Per tutti ero il Conte, in un mondo in cui un fenomeno come Carl Lewis viveva praticamente con la tuta della Santa Monica, inguardabile. C’era chi mi prendeva in giro ma poi c’era soprattutto chi mi faceva gli ordini per avere nei meeting successivi quell’abito firmato, quell’accessorio elegante. Ero un pusher della moda. E poi c’era Paul Tergat che quando mi vedeva diventava matto per me e le mie macchine: ogni volta ci saliva su. Ma ero generoso anche con i miei avversari.
Ad esempio?
Un Niyongabo che vince le Olimpiadi di Atlanta nel 1996 semplicemente perché io l’ho portato dal mio fisioterapista. Venuste aveva una lesione agli addominali e non riusciva a guarire pensando che fosse pubalgia. Io, suo rivale, lo porto dal mio fisioterapista che lo mette a posto e poi va a vincere l’oro nei 5 mila. Poi ho migliaia di altri aneddoti che non riguardano l’atletica ma il jet set.
Dove eri diventato un personaggio precorrendo i tempi.
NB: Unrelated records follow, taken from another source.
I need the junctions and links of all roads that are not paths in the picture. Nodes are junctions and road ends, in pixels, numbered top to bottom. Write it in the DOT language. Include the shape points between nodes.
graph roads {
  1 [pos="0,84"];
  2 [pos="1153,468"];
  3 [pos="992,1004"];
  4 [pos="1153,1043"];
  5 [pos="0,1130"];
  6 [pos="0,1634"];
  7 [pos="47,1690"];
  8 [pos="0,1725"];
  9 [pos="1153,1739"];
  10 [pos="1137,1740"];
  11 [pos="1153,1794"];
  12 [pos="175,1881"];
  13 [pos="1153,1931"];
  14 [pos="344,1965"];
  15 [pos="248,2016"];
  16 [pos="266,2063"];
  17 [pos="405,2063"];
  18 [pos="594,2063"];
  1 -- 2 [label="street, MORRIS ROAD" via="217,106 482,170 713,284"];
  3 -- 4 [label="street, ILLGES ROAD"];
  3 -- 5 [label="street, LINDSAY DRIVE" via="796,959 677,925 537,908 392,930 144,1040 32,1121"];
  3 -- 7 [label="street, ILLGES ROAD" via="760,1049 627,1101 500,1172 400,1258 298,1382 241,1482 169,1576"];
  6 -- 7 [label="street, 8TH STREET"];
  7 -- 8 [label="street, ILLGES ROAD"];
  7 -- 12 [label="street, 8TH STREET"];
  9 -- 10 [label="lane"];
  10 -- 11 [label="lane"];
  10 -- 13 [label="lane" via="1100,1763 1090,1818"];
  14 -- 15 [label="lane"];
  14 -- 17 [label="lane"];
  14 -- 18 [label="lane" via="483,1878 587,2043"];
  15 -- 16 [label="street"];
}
Fosse accaduto oggi?
Se avessi avuto i social network in quel momento avrei spaccato (ride). A me piaceva ballare, divertirmi, la musica. Ho sempre avuto belle macchine, belle donne, sono stato fidanzato con una Miss Italia, mi piaceva il mondo della moda. Mi invitavano nelle principali trasmissioni TV, dal Festivalbar ai programmi di Mike Bongiorno, Jerry Scotti, partecipavo alle prime cinematografiche.
E oggi, che atleta saresti stato?
Oggi? Mah, se avessi avuto le scarpe in carbonio… non ce n’era per nessuno. Riguardando i video delle mie corse, rivivendoli e piangendoci anche sopra, ti devo dire che ero davvero forte. Non c’è altra parola, ma erano altri tempi: lì, il carbonio ero io.
Tanto che alcuni tuoi record durano ancora a distanza di 30 anni…
Quello dei 3.000 è stato battuto di recente, con Yeman Crippa ma quello che resiste ancora è dei 1.500 metri, quello del miglio e dei 2.000. Comunque credo che sia arrivato il momento di poterli battere: dopotutto è un record facile quello dei 1.500. 3’32” oggi è un tempo che si deve battere, non posso pensare che un atleta italiano non sia pronto.
I momenti più belli?
Il mio primo campionato europeo vinto a Genoa, indoor, l’inizio di un periodo magico. Ero elegante, presente, esplosivo, resistente, veloce: c’era tutto in quella prestazione. E da quel giorno lì fino a Barcellona avevo vinto tutte le gare in cui partecipavo. Un percorso che mi avrebbe dovuto portare alle Olimpiadi per trionfare. Forse non l’oro, sicuramente una medaglia.
E il tuo rapporto con le Olimpiadi, si può riassumere in conflittuale?
A Seul (1988, ndr) ero forse troppo giovane e anche lì ci arrivai con una micro frattura alla tibia e avevo gran parte della preparazione. Poi c’è stata Barcellona, dove mi sono rotto il piede dieci giorni prima ed è andata come sappiamo tutti. Poi, ad Atlanta ’96 mia moglie perse il mio primo figlio al sesto mese di gravidanza mentre ero in raduno: altra occasione persa perché mi presentavo sui 5 mila poi vinti da Niyongabo.
E ora, qual è il rapporto di Di Napoli con l’atletica?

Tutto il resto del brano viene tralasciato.